Bizertland était un district mais également son unique ville, comme partout ailleurs sur Land. Au fil des ans, le prélat en place et l’assemblée ajoutaient des quartiers, si bien que cette année on en comptait un cinquantième. Malgré la politique de l’enfant unique, la population augmentait dangereusement. Avec des ressources limitées, le seul continent de la planète vivait de fait en autarcie depuis des milliers d’années.
Enfant unique, avec des parents entièrement dévoués à leur profession, la vie à la maison s’écoulait monotone et austère. Le principe de la morale landienne reposait sur le précepte de l’ECO : Égalité, Civisme, Obéissance et le dévouement à son prélat. Enseignés dès le plus jeune âge, ces préceptes accompagnaient chacun tout au long de son existence. La vie sur Land, sûre, imposait strictement le respect des lois. Toute religion et vénération étaient prohibées et la tolérance de mise dans la limite de la bienséance. La police représentait la seule force de l’ordre, faisant appliquer les lois et réprimant les délits. La grande délinquance restait très rare et les quelques crimes perpétrés, sévèrement punis de la peine de mort. Au quotidien, les policiers géraient seulement quelques délits mineurs. La notion d’armée n’existait pas. Les dix districts siégeaient au sein d’une assemblée qui régissait les lois et l’économie landiennes, évitant ainsi les guerres, les conflits, la famine. Un prélat et dix membres composant l’assemblée de la HAM gouvernaient chaque région.

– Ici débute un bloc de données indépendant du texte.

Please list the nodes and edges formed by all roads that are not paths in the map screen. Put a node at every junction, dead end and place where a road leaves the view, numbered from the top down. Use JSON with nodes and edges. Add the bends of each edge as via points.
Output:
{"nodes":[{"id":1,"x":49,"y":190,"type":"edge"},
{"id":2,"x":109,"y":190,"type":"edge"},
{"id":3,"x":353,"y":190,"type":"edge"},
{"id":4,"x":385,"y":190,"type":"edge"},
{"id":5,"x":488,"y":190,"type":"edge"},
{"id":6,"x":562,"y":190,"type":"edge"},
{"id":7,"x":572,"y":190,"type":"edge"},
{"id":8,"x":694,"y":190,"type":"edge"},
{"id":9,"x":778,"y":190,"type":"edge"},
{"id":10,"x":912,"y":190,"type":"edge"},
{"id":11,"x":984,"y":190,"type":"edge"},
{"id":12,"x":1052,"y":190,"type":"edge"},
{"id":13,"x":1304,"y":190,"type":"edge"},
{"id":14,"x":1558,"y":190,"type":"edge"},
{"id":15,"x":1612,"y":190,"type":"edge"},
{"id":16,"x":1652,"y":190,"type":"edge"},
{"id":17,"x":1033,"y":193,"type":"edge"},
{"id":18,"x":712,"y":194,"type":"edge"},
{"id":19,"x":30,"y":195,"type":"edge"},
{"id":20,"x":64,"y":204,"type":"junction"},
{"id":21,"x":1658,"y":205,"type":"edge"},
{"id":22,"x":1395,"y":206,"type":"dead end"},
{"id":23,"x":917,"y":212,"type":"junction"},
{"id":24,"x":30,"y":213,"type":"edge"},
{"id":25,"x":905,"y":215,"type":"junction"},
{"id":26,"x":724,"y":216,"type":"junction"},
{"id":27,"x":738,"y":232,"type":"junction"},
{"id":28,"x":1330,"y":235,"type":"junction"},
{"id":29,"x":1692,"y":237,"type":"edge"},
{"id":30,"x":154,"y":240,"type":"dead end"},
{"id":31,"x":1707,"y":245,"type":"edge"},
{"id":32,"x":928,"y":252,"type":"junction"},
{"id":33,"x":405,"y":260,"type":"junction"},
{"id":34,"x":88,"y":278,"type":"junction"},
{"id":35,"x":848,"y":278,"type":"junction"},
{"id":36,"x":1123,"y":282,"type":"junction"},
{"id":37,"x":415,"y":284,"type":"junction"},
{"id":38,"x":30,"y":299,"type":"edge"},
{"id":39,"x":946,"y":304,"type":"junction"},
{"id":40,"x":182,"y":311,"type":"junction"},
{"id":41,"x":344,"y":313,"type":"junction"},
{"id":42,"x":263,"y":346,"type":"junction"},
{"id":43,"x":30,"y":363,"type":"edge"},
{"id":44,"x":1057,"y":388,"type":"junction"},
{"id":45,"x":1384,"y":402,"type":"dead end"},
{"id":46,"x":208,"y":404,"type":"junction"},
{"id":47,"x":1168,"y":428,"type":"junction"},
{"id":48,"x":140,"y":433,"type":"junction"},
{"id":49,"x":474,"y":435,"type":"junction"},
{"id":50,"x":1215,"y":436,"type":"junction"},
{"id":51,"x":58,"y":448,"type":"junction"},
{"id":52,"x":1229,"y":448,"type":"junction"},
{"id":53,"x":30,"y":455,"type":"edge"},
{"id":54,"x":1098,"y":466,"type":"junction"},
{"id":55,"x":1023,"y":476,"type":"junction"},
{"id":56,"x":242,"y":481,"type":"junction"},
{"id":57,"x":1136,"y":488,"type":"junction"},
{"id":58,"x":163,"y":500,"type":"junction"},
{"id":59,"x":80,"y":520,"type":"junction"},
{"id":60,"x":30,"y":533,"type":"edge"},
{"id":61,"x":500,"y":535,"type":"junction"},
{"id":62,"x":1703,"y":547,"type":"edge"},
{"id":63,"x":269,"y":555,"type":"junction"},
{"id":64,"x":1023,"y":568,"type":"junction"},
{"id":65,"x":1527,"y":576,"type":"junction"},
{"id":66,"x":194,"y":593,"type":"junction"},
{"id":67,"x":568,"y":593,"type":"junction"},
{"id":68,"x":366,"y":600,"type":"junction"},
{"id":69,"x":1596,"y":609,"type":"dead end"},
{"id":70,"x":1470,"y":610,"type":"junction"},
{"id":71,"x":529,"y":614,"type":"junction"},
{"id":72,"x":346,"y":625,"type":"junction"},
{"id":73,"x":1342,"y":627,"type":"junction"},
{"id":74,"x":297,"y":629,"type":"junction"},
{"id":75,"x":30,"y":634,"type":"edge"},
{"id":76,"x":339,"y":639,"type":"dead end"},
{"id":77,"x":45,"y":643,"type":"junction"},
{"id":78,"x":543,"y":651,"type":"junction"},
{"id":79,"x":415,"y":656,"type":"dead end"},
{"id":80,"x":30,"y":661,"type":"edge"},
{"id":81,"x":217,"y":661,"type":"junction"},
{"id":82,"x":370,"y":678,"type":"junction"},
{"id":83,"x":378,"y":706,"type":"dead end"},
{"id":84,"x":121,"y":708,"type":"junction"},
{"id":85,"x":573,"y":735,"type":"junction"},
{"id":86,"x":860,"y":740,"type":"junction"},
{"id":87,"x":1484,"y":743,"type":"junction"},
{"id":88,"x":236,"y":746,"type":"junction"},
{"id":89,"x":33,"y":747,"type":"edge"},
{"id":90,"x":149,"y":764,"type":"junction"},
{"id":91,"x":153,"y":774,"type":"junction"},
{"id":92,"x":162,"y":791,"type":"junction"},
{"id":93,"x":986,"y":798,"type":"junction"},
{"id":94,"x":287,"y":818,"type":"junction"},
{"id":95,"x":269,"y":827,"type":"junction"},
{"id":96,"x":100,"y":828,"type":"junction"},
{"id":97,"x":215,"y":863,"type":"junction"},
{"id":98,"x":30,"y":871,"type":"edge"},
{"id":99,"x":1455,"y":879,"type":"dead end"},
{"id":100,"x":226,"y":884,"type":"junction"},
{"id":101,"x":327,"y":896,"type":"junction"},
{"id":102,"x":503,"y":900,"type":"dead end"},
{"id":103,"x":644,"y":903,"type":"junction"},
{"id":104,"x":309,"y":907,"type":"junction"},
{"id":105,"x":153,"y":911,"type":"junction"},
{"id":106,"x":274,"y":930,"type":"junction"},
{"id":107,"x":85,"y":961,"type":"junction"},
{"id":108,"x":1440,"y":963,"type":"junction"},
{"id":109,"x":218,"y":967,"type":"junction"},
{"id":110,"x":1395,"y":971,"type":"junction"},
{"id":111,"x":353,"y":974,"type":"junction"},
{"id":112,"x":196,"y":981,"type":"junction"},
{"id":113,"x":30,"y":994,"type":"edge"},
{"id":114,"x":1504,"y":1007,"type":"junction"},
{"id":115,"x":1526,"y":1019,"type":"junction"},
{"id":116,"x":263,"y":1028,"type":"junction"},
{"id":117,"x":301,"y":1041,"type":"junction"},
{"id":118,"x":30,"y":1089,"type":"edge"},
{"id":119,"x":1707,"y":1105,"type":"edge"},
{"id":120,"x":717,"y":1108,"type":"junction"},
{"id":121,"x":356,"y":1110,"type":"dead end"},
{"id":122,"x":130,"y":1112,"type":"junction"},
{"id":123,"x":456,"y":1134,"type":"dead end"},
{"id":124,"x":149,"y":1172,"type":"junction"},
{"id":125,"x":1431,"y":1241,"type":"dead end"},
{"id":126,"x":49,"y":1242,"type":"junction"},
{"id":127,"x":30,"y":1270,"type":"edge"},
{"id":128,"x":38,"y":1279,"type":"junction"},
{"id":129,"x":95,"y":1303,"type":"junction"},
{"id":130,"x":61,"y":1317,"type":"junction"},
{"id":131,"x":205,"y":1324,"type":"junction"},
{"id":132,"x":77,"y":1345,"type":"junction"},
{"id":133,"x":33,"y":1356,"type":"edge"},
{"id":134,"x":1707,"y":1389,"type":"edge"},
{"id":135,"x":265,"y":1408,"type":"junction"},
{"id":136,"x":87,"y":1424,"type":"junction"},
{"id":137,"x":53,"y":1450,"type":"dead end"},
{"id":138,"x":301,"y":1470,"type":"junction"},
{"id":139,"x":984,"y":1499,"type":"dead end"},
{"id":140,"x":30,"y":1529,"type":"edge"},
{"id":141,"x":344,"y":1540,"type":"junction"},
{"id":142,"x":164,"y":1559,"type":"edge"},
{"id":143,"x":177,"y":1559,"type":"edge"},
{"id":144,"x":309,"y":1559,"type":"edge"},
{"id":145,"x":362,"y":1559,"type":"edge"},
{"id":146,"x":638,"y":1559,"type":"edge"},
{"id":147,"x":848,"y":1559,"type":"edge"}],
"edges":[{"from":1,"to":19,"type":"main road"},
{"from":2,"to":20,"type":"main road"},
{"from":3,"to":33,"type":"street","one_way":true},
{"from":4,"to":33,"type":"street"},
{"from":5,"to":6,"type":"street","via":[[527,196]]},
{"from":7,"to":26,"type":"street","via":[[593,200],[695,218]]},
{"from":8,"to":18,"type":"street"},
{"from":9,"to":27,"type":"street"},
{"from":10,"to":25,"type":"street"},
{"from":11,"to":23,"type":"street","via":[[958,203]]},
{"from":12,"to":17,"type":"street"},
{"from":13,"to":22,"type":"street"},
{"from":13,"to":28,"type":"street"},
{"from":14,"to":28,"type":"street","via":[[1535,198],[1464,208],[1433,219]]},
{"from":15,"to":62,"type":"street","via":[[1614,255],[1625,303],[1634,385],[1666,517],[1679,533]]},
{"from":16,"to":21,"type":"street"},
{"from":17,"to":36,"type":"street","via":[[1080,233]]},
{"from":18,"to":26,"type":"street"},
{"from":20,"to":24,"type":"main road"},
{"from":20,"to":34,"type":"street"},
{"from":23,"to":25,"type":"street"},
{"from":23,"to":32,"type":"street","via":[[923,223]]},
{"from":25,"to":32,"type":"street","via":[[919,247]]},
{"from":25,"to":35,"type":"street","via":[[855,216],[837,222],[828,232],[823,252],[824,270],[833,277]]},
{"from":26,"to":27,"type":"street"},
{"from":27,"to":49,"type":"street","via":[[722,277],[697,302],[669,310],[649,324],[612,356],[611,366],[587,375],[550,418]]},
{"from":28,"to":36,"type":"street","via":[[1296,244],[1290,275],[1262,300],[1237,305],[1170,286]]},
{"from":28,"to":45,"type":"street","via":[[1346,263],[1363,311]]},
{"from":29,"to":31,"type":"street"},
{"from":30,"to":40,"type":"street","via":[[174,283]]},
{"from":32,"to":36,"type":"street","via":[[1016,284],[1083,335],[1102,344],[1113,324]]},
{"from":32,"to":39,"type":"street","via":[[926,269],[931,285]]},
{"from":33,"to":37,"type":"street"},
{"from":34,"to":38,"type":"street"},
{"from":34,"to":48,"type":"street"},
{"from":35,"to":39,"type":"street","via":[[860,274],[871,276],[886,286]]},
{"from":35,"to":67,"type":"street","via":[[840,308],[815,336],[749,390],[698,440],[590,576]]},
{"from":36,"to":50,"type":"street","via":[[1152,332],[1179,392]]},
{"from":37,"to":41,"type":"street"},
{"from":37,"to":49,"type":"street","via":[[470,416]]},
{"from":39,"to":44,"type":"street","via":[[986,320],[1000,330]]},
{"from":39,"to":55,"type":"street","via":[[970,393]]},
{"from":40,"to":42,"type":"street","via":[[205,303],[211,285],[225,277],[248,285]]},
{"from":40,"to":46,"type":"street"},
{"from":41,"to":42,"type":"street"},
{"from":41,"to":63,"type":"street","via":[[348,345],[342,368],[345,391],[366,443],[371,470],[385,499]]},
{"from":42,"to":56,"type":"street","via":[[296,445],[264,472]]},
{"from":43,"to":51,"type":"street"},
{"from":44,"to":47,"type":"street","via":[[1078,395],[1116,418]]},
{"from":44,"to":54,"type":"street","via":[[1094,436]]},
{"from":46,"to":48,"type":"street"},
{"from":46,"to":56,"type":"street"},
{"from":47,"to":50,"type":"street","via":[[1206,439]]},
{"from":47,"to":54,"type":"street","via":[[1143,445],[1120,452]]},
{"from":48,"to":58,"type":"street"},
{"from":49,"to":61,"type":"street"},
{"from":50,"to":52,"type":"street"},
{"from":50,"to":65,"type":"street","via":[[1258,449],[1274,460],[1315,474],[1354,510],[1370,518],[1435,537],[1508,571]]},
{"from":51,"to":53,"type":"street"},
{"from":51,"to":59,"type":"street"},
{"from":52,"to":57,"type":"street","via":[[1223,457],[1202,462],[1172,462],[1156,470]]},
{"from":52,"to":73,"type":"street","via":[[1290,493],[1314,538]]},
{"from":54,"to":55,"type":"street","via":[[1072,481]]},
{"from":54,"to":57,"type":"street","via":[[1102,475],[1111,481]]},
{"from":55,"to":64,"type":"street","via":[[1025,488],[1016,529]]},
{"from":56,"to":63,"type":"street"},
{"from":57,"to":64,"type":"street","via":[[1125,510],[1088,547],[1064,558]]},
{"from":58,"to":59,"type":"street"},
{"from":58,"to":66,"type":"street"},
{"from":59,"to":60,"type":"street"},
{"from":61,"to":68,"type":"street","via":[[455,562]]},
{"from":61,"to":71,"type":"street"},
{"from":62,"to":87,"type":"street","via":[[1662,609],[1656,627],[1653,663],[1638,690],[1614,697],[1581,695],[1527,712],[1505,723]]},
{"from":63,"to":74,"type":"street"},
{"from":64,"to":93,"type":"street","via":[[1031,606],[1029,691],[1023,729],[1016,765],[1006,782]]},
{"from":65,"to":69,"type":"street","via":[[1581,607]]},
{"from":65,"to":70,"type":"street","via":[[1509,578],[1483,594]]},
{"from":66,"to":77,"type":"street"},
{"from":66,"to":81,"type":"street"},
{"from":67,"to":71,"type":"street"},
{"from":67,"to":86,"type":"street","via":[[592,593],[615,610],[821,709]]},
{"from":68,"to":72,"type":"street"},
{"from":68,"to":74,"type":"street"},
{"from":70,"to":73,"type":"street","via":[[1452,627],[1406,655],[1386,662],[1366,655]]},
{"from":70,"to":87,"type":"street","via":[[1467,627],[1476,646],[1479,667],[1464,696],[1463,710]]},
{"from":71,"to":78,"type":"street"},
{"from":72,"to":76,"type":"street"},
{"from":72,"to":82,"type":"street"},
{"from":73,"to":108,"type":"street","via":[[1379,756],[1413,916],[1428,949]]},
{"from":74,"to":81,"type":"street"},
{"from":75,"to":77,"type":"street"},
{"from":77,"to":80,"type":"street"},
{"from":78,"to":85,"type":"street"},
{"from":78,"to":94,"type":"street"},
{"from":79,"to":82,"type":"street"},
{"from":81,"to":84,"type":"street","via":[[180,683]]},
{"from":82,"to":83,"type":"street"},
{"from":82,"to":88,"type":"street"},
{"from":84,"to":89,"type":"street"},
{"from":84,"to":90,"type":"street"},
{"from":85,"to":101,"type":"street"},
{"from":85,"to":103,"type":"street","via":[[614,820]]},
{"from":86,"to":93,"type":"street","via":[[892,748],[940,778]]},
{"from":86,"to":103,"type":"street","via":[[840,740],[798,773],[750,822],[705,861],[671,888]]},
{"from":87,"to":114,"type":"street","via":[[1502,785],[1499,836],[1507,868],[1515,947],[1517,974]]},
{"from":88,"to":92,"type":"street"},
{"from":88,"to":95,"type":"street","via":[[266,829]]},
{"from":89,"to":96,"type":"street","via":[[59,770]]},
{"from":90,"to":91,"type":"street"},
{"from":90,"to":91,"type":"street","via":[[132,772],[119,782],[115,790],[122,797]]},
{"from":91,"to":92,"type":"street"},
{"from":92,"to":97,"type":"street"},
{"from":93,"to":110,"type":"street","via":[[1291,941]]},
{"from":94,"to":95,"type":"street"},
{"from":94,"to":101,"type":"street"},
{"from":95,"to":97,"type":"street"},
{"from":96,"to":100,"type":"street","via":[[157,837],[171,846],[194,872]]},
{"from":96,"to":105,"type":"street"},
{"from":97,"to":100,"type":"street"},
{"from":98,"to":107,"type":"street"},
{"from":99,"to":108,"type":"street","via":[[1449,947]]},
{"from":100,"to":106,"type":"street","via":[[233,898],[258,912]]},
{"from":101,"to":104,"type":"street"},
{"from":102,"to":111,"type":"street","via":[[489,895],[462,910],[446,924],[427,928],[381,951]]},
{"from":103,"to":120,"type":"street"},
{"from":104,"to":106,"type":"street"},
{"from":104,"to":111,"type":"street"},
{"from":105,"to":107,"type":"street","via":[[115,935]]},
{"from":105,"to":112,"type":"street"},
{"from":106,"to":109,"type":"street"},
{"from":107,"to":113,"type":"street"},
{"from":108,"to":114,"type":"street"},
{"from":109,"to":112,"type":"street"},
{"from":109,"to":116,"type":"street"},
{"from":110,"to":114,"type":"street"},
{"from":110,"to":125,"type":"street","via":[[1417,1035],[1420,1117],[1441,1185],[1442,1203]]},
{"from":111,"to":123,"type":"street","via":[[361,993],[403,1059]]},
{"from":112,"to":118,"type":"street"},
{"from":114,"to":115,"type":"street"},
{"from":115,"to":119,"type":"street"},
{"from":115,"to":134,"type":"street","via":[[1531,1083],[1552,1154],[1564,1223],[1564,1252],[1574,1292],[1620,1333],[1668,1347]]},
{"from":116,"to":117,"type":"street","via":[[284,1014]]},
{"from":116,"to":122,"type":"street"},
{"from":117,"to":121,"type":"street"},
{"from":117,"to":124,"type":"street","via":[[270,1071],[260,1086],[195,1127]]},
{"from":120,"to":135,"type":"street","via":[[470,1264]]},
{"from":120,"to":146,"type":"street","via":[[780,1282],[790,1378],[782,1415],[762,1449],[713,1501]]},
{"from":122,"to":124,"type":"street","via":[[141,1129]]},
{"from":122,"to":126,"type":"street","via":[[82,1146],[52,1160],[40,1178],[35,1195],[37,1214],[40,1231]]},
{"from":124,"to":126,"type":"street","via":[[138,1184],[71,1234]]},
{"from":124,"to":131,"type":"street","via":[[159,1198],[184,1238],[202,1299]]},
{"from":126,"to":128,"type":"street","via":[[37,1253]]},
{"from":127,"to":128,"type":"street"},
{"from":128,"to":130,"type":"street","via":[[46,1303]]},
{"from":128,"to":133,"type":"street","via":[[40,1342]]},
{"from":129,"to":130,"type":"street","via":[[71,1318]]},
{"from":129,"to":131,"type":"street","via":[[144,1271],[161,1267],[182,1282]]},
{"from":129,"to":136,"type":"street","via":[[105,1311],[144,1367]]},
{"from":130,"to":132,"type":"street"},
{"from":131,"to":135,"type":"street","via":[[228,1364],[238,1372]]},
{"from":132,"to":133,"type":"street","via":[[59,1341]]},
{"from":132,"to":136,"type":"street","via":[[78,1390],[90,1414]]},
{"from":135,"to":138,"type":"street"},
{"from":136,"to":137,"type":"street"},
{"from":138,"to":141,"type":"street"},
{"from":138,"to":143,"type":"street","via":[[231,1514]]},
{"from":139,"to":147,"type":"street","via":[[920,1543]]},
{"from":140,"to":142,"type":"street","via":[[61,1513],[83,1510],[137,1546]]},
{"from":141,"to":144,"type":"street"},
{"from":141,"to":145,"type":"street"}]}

En se levant ce lundi matin-là, Séfan savait qu’une rude semaine s’annonçait. Durant cinq jours il devrait, lui et tous les jeunes âgés de seize ans, se confronter aux épreuves du brevet du prélat. Cette épreuve marquait la fin du cycle secondaire et l’entrée dans une école supérieure ou à l’académie prélastique pour les plus doués ou encore à l’arrêt brutal des études pour ceux qui échoueraient. Ceux-là se verraient attribuer des métiers plus manuels ou ingrats. Le travail était réparti selon les capacités des individus. Tout le monde participait à l’économie de la société, chacun recevant une rétribution en fonction du poste qu’il occupait. Bien que la morale landienne vantât l’égalité, des écarts de rémunération existaient, mais personne ne manquait de rien et Land ne comptait aucun démuni.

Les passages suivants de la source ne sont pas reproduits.